_AIM OF THE EXERCISE_
Please print each record exactly, omitting none of them.

*** EXTRACTED DATA

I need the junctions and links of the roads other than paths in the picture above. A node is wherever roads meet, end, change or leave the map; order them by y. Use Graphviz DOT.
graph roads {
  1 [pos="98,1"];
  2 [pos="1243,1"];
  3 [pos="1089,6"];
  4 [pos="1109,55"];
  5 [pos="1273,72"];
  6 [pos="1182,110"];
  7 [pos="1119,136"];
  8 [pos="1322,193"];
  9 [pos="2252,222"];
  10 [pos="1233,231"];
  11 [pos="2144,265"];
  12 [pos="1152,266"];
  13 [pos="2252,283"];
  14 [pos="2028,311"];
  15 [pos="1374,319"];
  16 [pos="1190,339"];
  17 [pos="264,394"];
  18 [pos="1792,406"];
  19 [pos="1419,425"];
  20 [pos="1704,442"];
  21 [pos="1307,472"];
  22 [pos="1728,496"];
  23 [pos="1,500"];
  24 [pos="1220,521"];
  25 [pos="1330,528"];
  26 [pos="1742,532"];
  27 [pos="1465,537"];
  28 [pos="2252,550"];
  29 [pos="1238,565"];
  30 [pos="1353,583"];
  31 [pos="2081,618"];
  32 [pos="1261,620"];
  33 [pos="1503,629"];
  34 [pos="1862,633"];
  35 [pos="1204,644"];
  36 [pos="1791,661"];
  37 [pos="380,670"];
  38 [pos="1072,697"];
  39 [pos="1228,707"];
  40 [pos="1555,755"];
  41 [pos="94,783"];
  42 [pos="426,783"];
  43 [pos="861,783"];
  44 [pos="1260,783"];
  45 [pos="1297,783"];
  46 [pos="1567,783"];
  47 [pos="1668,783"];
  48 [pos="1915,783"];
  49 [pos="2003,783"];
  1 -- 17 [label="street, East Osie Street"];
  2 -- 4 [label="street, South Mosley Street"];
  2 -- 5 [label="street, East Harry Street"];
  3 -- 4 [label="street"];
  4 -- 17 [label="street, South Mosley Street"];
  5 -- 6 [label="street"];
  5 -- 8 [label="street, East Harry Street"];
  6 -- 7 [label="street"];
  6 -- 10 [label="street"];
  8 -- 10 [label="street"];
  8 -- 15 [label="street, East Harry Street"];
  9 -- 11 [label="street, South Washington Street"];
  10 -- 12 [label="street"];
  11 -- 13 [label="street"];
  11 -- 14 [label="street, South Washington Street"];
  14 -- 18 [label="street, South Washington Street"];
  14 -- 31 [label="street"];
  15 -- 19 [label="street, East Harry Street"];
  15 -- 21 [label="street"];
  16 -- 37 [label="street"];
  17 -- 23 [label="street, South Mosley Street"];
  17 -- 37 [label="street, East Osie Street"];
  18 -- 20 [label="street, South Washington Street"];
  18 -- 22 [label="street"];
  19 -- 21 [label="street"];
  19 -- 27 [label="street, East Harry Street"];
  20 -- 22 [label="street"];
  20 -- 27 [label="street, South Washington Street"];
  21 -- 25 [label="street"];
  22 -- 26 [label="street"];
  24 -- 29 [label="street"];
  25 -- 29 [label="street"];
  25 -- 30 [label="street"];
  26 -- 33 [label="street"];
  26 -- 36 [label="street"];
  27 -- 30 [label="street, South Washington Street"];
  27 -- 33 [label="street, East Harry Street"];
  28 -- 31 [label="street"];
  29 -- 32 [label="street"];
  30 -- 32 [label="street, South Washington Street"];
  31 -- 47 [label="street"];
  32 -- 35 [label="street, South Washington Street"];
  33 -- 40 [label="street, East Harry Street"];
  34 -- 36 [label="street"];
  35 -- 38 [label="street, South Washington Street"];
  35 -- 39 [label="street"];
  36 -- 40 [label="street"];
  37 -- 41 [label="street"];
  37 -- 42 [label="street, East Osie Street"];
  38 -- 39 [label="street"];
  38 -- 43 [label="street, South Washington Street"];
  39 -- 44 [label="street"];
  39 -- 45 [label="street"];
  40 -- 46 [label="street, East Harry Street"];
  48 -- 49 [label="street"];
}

******

_EXERCISE ANSWER_
I need the junctions and links of the roads other than paths in the picture above. A node is wherever roads meet, end, change or leave the map; order them by y. Use Graphviz DOT.
graph roads {
  1 [pos="98,1"];
  2 [pos="1243,1"];
  3 [pos="1089,6"];
  4 [pos="1109,55"];
  5 [pos="1273,72"];
  6 [pos="1182,110"];
  7 [pos="1119,136"];
  8 [pos="1322,193"];
  9 [pos="2252,222"];
  10 [pos="1233,231"];
  11 [pos="2144,265"];
  12 [pos="1152,266"];
  13 [pos="2252,283"];
  14 [pos="2028,311"];
  15 [pos="1374,319"];
  16 [pos="1190,339"];
  17 [pos="264,394"];
  18 [pos="1792,406"];
  19 [pos="1419,425"];
  20 [pos="1704,442"];
  21 [pos="1307,472"];
  22 [pos="1728,496"];
  23 [pos="1,500"];
  24 [pos="1220,521"];
  25 [pos="1330,528"];
  26 [pos="1742,532"];
  27 [pos="1465,537"];
  28 [pos="2252,550"];
  29 [pos="1238,565"];
  30 [pos="1353,583"];
  31 [pos="2081,618"];
  32 [pos="1261,620"];
  33 [pos="1503,629"];
  34 [pos="1862,633"];
  35 [pos="1204,644"];
  36 [pos="1791,661"];
  37 [pos="380,670"];
  38 [pos="1072,697"];
  39 [pos="1228,707"];
  40 [pos="1555,755"];
  41 [pos="94,783"];
  42 [pos="426,783"];
  43 [pos="861,783"];
  44 [pos="1260,783"];
  45 [pos="1297,783"];
  46 [pos="1567,783"];
  47 [pos="1668,783"];
  48 [pos="1915,783"];
  49 [pos="2003,783"];
  1 -- 17 [label="street, East Osie Street"];
  2 -- 4 [label="street, South Mosley Street"];
  2 -- 5 [label="street, East Harry Street"];
  3 -- 4 [label="street"];
  4 -- 17 [label="street, South Mosley Street"];
  5 -- 6 [label="street"];
  5 -- 8 [label="street, East Harry Street"];
  6 -- 7 [label="street"];
  6 -- 10 [label="street"];
  8 -- 10 [label="street"];
  8 -- 15 [label="street, East Harry Street"];
  9 -- 11 [label="street, South Washington Street"];
  10 -- 12 [label="street"];
  11 -- 13 [label="street"];
  11 -- 14 [label="street, South Washington Street"];
  14 -- 18 [label="street, South Washington Street"];
  14 -- 31 [label="street"];
  15 -- 19 [label="street, East Harry Street"];
  15 -- 21 [label="street"];
  16 -- 37 [label="street"];
  17 -- 23 [label="street, South Mosley Street"];
  17 -- 37 [label="street, East Osie Street"];
  18 -- 20 [label="street, South Washington Street"];
  18 -- 22 [label="street"];
  19 -- 21 [label="street"];
  19 -- 27 [label="street, East Harry Street"];
  20 -- 22 [label="street"];
  20 -- 27 [label="street, South Washington Street"];
  21 -- 25 [label="street"];
  22 -- 26 [label="street"];
  24 -- 29 [label="street"];
  25 -- 29 [label="street"];
  25 -- 30 [label="street"];
  26 -- 33 [label="street"];
  26 -- 36 [label="street"];
  27 -- 30 [label="street, South Washington Street"];
  27 -- 33 [label="street, East Harry Street"];
  28 -- 31 [label="street"];
  29 -- 32 [label="street"];
  30 -- 32 [label="street, South Washington Street"];
  31 -- 47 [label="street"];
  32 -- 35 [label="street, South Washington Street"];
  33 -- 40 [label="street, East Harry Street"];
  34 -- 36 [label="street"];
  35 -- 38 [label="street, South Washington Street"];
  35 -- 39 [label="street"];
  36 -- 40 [label="street"];
  37 -- 41 [label="street"];
  37 -- 42 [label="street, East Osie Street"];
  38 -- 39 [label="street"];
  38 -- 43 [label="street, South Washington Street"];
  39 -- 44 [label="street"];
  39 -- 45 [label="street"];
  40 -- 46 [label="street, East Harry Street"];
  48 -- 49 [label="street"];
}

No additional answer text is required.